Since 1976 the Japan Society for Euthanasia - renamed as Society for Death with Dignity in 1983 - questions the practice of so called "meaningless life prolongation" and campaigns for a legal recognition of the right to die and Living Wills. In their rhetoric, Living Wills are treated as a means of patient autonomy, intended to em-power patients and permit physician to withhold life-sustaining treatments.
Living Wills have become increasingly common in the last decades and since 2012 the Japanese parliament has been debating about the legislation of Living Wills and (passive) euthanasia. But how does the individual make the decision to sign a Living Will and what kind of meaning is ascribed to it?
Drawing on qualitative interviews, I argue that for the individual the Living Will is a tool to take precautions like arranging the own funeral and buying a grave. One of the main concerns is to avoid conflicts between either relatives or relatives and the physician at the deathbed. Overall, the interpretations of Living Wills by my interviewees reflect their notion of self, their experiences with illness and death and how they perceive their relationships with others. Information about the medical situations for which the living will is written, play a minor role in the decision-making process.
Paper short abstract:
Within the hegemonic population discourse the super-aged society is problematized as a society of many deaths (tashishakai). The Japanese funeral industry is trying to tackle this issue by transferring the responsibility onto the individual through end-of-life-activation (shūkatsu).
Paper long abstract:
In a super-aged society with the baby boomer generation growing old, death is steadily becoming a central issue in public discourse in Japan. While fewer and fewer children are born (shōshika), the number of deaths is constantly growing (tashishakai) with the year 2040 looming as "peak death". Already, in metropolitan areas the dead are competing with the living for the scarce space, whereas graveyards in rural areas are affected by depopulation and are being abandoned or moved to the cities.

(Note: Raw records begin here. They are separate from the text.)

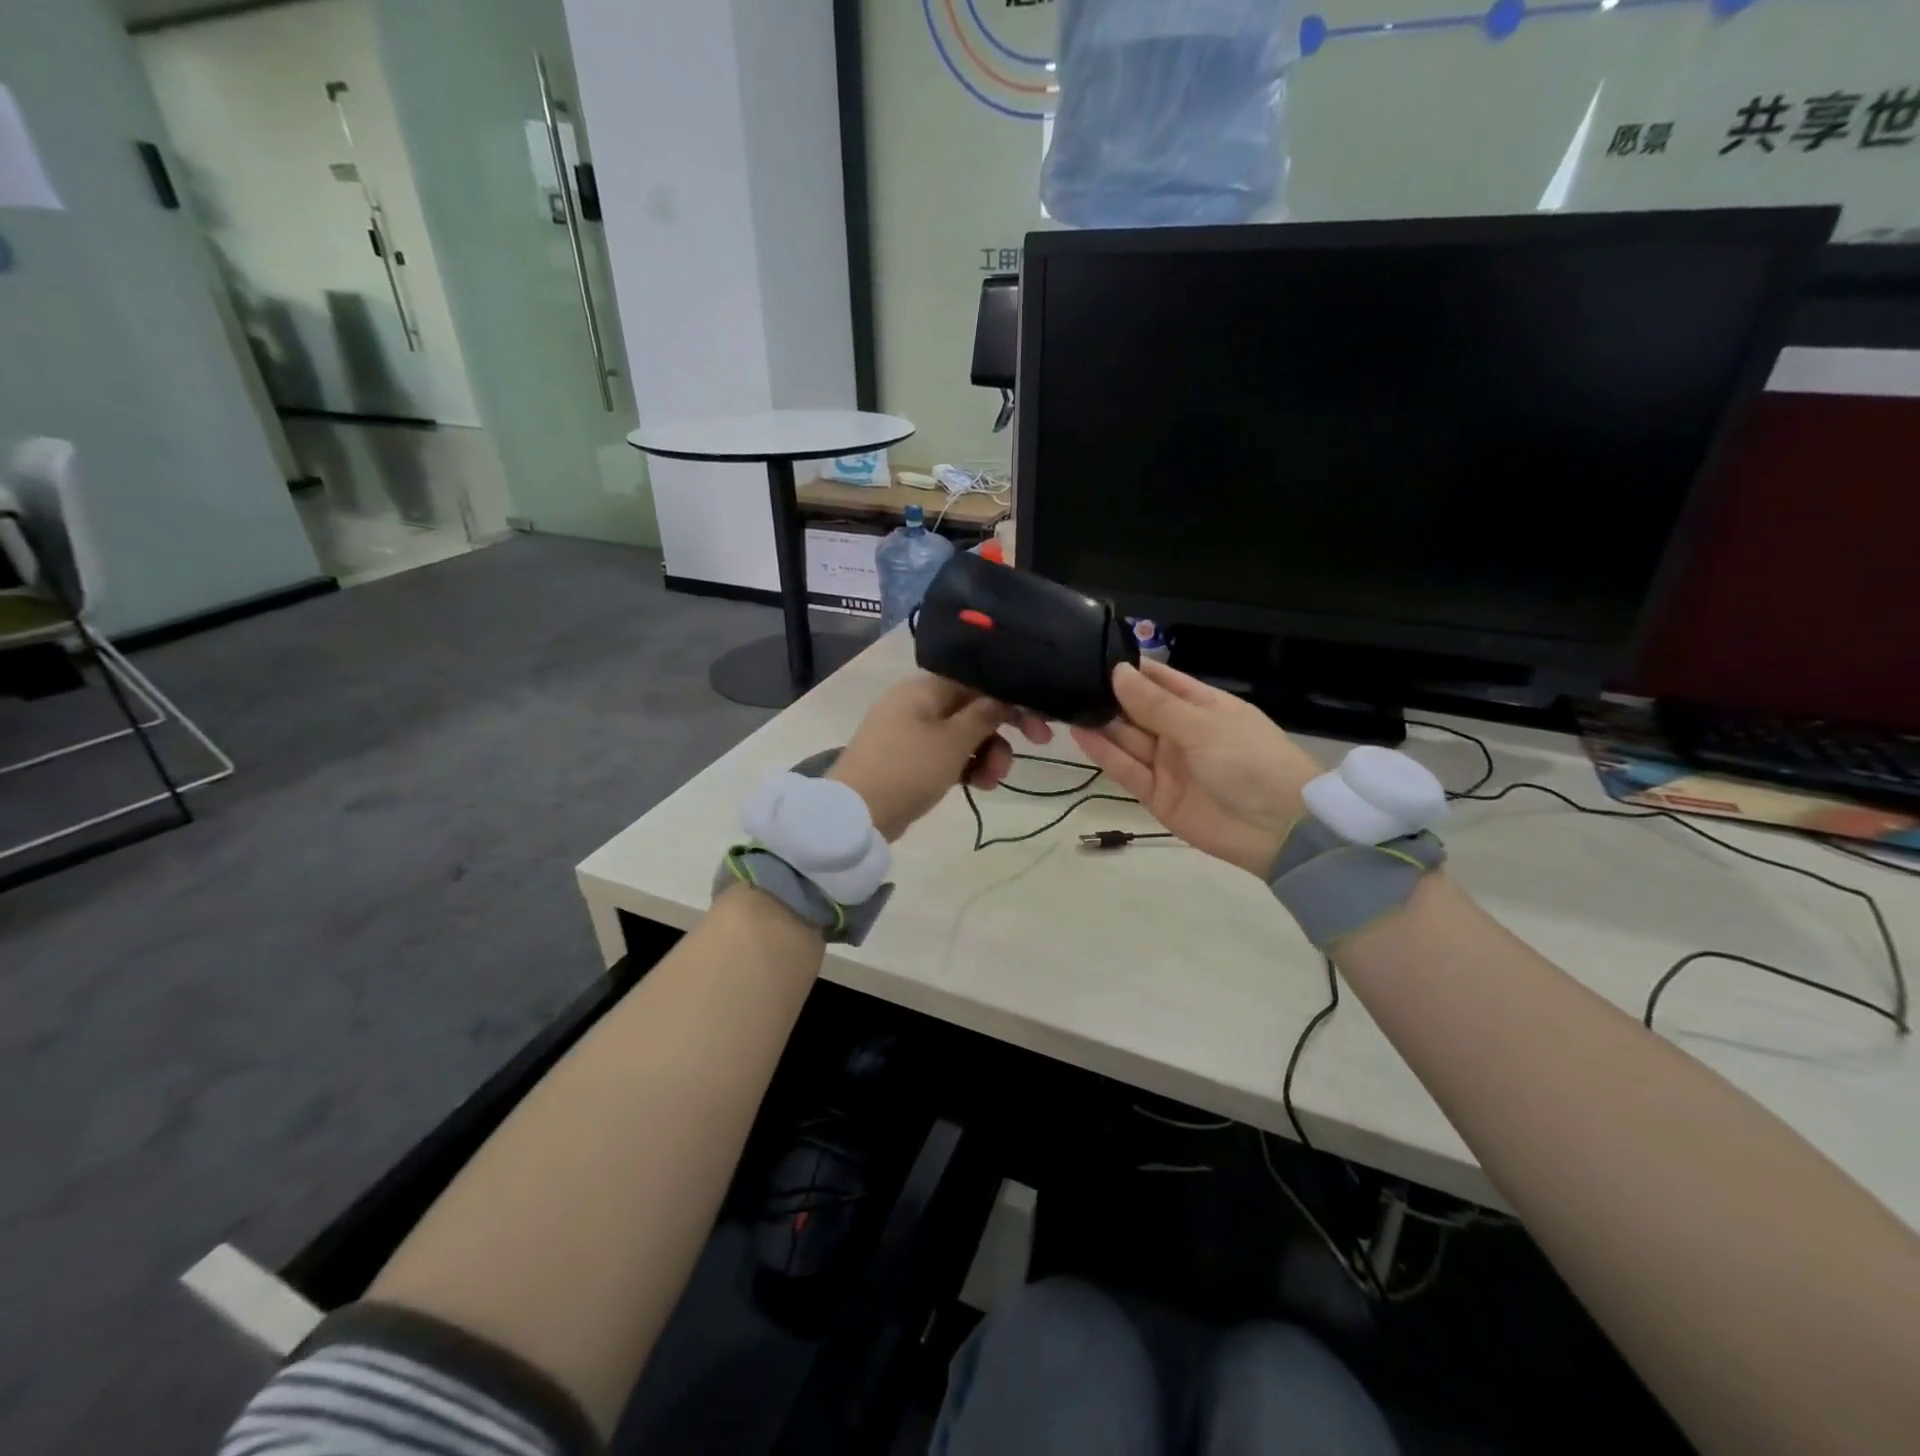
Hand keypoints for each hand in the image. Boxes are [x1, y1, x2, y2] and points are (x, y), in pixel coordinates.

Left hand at [831, 673, 1052, 840]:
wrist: (856, 814)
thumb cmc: (908, 768)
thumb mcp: (954, 741)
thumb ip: (985, 715)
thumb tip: (1004, 696)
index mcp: (925, 687)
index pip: (978, 681)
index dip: (1012, 698)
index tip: (1039, 724)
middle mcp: (918, 702)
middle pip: (973, 708)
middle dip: (1001, 732)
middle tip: (1036, 747)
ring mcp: (911, 732)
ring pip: (963, 734)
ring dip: (987, 754)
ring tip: (992, 781)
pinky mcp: (909, 759)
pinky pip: (947, 754)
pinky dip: (965, 766)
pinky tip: (978, 786)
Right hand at [1070, 661, 1321, 876]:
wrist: (1278, 830)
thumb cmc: (1249, 762)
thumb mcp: (1203, 726)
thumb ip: (1155, 704)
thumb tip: (1118, 672)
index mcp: (1204, 707)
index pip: (1162, 681)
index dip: (1132, 670)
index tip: (1095, 655)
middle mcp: (1182, 733)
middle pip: (1139, 710)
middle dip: (1110, 696)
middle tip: (1070, 679)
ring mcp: (1168, 765)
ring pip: (1128, 739)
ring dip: (1102, 723)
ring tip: (1066, 702)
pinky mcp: (1156, 795)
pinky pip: (1126, 770)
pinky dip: (1104, 753)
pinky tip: (1079, 732)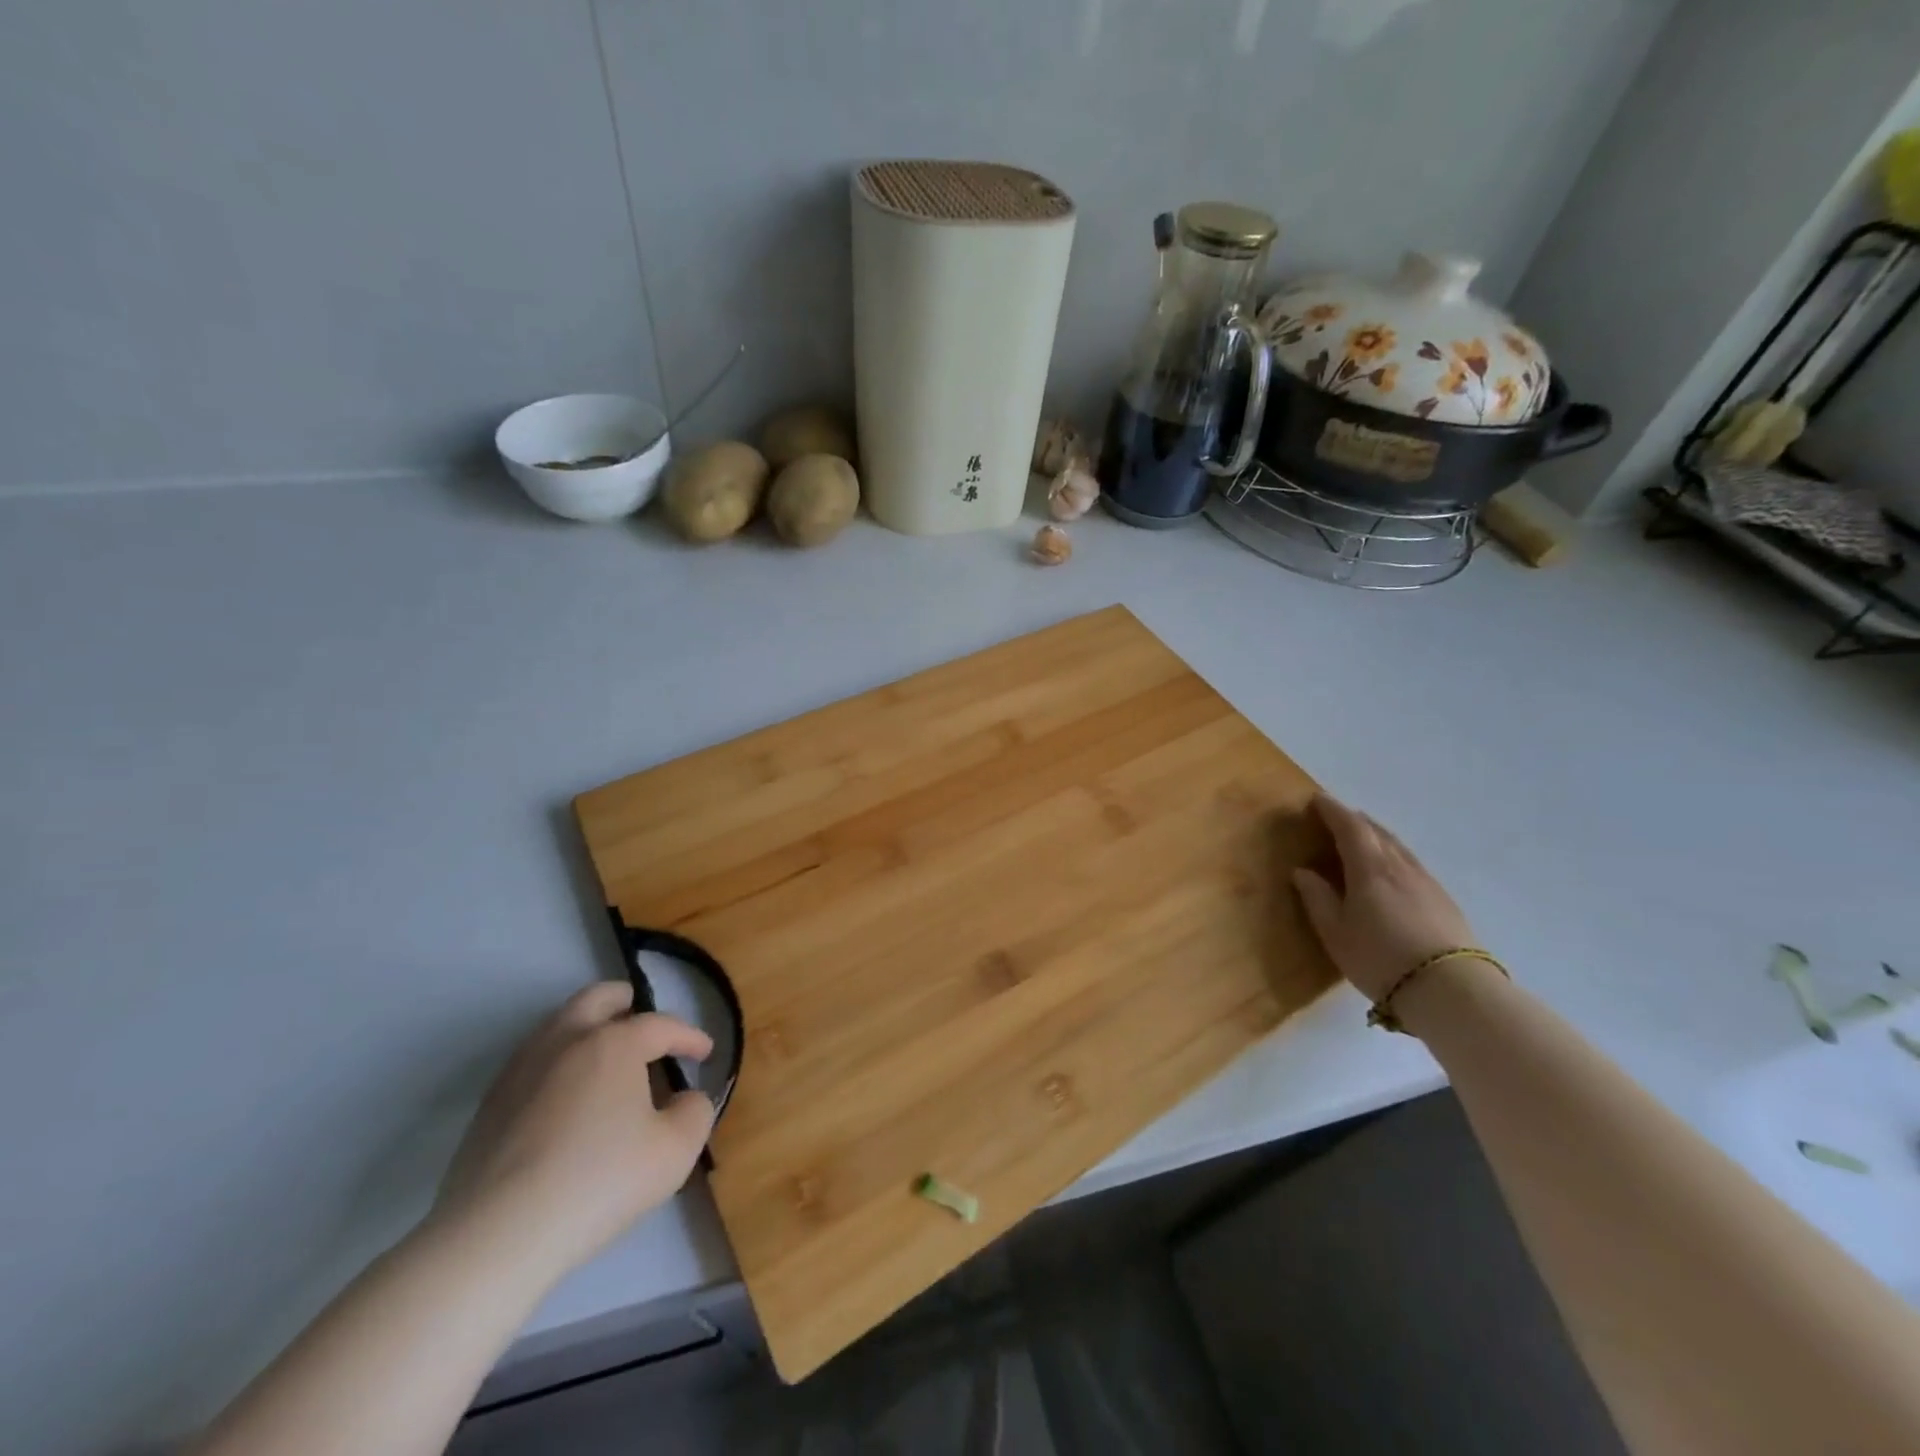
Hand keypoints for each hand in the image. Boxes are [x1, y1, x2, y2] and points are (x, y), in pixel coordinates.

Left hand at [432, 981, 714, 1279]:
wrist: (496, 1236)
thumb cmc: (598, 1183)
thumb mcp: (674, 1151)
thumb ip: (695, 1112)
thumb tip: (686, 1097)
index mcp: (614, 1043)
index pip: (662, 1025)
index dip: (690, 1036)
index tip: (706, 1053)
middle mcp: (566, 1039)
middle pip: (599, 998)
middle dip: (628, 1004)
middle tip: (646, 1026)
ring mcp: (522, 1068)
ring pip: (561, 1025)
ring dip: (590, 1030)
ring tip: (608, 1061)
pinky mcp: (491, 1103)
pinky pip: (536, 1061)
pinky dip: (562, 1062)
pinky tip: (569, 1098)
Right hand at [1292, 794, 1479, 1003]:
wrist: (1452, 990)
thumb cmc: (1381, 959)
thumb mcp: (1336, 933)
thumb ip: (1318, 899)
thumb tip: (1302, 872)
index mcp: (1369, 869)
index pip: (1350, 827)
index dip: (1332, 811)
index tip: (1317, 800)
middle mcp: (1399, 866)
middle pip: (1377, 832)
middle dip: (1354, 820)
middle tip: (1336, 818)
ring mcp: (1426, 882)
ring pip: (1397, 846)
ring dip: (1376, 836)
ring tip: (1362, 838)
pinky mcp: (1443, 900)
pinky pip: (1411, 863)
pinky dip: (1393, 855)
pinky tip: (1391, 870)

Future graveyards are conceptualized not in width but in height, with fully automated columbaria conquering the city space.
Within the hegemonic demographic discourse, changes in family structures, such as the tendency to remain single and childless and to die alone (kodokushi), are problematized as risks for the financial and social cohesion of the whole society. One way out has been proposed by the funeral industry, which has developed a program aimed at the individual consumer level. Under the label shūkatsu (終活), individuals are asked to make arrangements for their grave, funeral, inheritance, elderly care and to consider how they want to spend their remaining years of life. This activity, that fits perfectly in the self-management paradigm, whereby individuals are subjected to run their lives as if they were running an enterprise, is slowly becoming a norm that individuals have to follow in order not to be a burden for their family, the community and the state.
In this paper I will ask how the funeral industry envisions the ideal shūkatsu self as a means to grapple with changing consumer attitudes that are jeopardizing its previously secure existence on the one hand, and how the addressed subjects interpret this program in their everyday lives on the other hand. I will further show trends in funeral practices and attitudes towards death, that are shaping land and cityscapes and creating new opportunities for self-expression in death.